> BTW, Randy, I seen my tree runs slower with tiobench, that's probably
> because I made the elevator anti-starvation logic more aggressive than
> mainline and the other kernel trees (to help interactive usage), could
> you try to run tiobench on -aa after elvtune -r 8192 -w 16384
> /dev/hd[abcd] to verify? Thanks for the great benchmarking effort.

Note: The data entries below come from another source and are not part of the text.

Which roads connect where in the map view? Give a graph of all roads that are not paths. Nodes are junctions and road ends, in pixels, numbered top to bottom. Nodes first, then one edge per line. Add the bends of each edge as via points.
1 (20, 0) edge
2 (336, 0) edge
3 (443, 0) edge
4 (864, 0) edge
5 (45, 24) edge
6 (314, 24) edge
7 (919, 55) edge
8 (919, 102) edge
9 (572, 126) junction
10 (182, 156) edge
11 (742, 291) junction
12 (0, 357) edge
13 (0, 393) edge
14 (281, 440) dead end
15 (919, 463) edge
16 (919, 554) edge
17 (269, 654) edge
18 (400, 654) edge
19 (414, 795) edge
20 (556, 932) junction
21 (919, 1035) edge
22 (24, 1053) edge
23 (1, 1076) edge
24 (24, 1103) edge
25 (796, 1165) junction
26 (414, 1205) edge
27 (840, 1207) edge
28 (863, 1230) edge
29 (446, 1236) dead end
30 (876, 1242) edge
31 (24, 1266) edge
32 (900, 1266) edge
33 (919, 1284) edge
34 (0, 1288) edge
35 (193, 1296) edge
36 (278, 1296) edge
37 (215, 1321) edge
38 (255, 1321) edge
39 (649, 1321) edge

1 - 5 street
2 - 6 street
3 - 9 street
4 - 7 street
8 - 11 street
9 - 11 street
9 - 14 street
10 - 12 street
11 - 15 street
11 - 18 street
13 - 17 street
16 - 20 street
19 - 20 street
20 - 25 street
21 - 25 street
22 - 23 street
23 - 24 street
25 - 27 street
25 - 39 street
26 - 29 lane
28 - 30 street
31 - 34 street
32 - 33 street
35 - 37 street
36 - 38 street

I will have results on the big machine in a couple days. On the
small machine, elvtune increases tiobench sequential reads by
30-50%, and lowers worst case latency a little.
More -aa at:
http://home.earthlink.net/~rwhron/kernel/aa.html
> And for the reason fork is faster in -aa that's partly thanks to the
> reschedule-child-first logic, that can be easily merged in mainline,
> it's just in 2.5.
Is that part of parent_timeslice patch? parent_timeslice helped
fork a little when I tried to isolating patches to find what
makes fork faster in -aa. It is more than one patch as far as
I can tell.
On uniprocessor the unixbench execl test, all -aa kernel's going back
at least to 2.4.15aa1 are about 20% faster than other trees, even those
like jam and akpm's splitted vm. Fork in -aa for more "real world"
test (autoconf build) is about 8-10% over other kernel trees.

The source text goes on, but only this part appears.